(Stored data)
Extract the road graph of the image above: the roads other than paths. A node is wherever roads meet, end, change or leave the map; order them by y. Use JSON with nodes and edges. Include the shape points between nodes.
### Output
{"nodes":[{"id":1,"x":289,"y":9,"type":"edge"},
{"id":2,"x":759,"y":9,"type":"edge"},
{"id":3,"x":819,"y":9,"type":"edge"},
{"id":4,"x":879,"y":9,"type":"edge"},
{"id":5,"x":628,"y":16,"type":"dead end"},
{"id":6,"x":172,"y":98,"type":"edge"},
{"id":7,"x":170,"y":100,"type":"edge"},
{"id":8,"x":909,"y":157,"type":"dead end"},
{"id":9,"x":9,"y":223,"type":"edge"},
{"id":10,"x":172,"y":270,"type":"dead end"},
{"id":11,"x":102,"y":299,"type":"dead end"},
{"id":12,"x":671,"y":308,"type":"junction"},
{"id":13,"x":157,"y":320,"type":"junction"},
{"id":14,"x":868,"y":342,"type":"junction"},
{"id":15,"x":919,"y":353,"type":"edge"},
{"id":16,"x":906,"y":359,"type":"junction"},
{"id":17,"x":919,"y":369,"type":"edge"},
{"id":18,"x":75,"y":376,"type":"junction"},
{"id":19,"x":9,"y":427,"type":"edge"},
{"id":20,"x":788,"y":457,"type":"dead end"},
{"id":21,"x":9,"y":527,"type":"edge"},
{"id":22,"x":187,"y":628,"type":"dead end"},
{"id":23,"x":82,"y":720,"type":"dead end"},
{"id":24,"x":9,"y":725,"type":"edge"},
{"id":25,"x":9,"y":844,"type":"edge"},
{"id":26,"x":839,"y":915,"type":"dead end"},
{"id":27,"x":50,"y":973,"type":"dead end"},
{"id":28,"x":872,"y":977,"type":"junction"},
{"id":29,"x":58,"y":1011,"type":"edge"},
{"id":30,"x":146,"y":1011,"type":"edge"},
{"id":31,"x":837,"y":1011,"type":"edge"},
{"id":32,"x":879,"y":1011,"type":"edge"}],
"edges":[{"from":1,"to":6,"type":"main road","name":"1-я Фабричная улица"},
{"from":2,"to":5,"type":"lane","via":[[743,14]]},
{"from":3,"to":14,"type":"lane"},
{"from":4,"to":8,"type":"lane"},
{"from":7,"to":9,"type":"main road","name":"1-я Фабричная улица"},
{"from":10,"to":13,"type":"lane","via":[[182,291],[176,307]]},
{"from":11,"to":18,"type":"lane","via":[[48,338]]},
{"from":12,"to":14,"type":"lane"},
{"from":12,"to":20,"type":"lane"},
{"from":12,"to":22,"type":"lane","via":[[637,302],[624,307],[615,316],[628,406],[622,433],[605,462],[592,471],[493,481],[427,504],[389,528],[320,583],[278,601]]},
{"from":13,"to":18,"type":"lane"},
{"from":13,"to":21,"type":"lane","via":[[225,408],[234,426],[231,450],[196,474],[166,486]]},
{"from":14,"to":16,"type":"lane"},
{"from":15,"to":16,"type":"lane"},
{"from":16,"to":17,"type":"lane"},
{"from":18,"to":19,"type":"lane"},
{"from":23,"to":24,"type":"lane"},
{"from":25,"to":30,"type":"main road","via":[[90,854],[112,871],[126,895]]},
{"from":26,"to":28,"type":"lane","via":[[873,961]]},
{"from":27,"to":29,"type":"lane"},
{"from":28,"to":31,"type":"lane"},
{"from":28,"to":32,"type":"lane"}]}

BRIEF -> Reproduce the data exactly, character for character.

ANSWER TO THIS TASK ->
Extract the road graph of the image above: the roads other than paths. A node is wherever roads meet, end, change or leave the map; order them by y. Use JSON with nodes and edges. Include the shape points between nodes.
### Output
{"nodes":[{"id":1,"x":289,"y":9,"type":"edge"},
{"id":2,"x":759,"y":9,"type":"edge"},
{"id":3,"x":819,"y":9,"type":"edge"},
{"id":4,"x":879,"y":9,"type":"edge"},
{"id":5,"x":628,"y":16,"type":"dead end"},
{"id":6,"x":172,"y":98,"type":"edge"},
{"id":7,"x":170,"y":100,"type":"edge"},
{"id":8,"x":909,"y":157,"type":"dead end"},
{"id":9,"x":9,"y":223,"type":"edge"},
{"id":10,"x":172,"y":270,"type":"dead end"},
{"id":11,"x":102,"y":299,"type":"dead end"},
{"id":12,"x":671,"y":308,"type":"junction"},
{"id":13,"x":157,"y":320,"type":"junction"},
{"id":14,"x":868,"y":342,"type":"junction"},
{"id":15,"x":919,"y":353,"type":"edge"},
{"id":16,"x":906,"y":359,"type":"junction"},
{"id":17,"x":919,"y":369,"type":"edge"},
{"id":18,"x":75,"y":376,"type":"junction"},
{"id":19,"x":9,"y":427,"type":"edge"},
{"id":20,"x":788,"y":457,"type":"dead end"},
{"id":21,"x":9,"y":527,"type":"edge"},
{"id":22,"x":187,"y":628,"type":"dead end"},
{"id":23,"x":82,"y":720,"type":"dead end"},
{"id":24,"x":9,"y":725,"type":"edge"},
{"id":25,"x":9,"y":844,"type":"edge"},
{"id":26,"x":839,"y":915,"type":"dead end"},
{"id":27,"x":50,"y":973,"type":"dead end"},
{"id":28,"x":872,"y":977,"type":"junction"},
{"id":29,"x":58,"y":1011,"type":"edge"},
{"id":30,"x":146,"y":1011,"type":"edge"},
{"id":31,"x":837,"y":1011,"type":"edge"},
{"id":32,"x":879,"y":1011,"type":"edge"}],
"edges":[{"from":1,"to":6,"type":"main road","name":"1-я Фабричная улица"},
{"from":2,"to":5,"type":"lane","via":[[743,14]]},
{"from":3,"to":14,"type":"lane"},
{"from":4,"to":8,"type":"lane"},
{"from":7,"to":9,"type":"main road","name":"1-я Фабричная улица"},
{"from":10,"to":13,"type":"lane","via":[[182,291],[176,307]]},
{"from":11,"to":18,"type":"lane","via":[[48,338]]},
{"from":12,"to":14,"type":"lane"},
{"from":12,"to":20,"type":"lane"},
{"from":12,"to":22,"type":"lane","via":[[637,302],[624,307],[615,316],[628,406],[622,433],[605,462],[592,471],[493,481],[427,504],[389,528],[320,583],[278,601]]},
{"from":13,"to":18,"type":"lane"},
{"from":13,"to":21,"type":"lane","via":[[225,408],[234,426],[231,450],[196,474],[166,486]]},
{"from":14,"to":16,"type":"lane"},
{"from":15,"to":16,"type":"lane"},
{"from":16,"to":17,"type":"lane"},
{"from":18,"to":19,"type":"lane"},
{"from":23,"to":24,"type":"lane"},
{"from":25,"to":30,"type":"main road","via":[[90,854],[112,871],[126,895]]},
{"from":26,"to":28,"type":"lane","via":[[873,961]]},
{"from":27,"to":29,"type":"lane"},
{"from":28,"to":31,"type":"lane"},
{"from":28,"to":32,"type":"lane"}]}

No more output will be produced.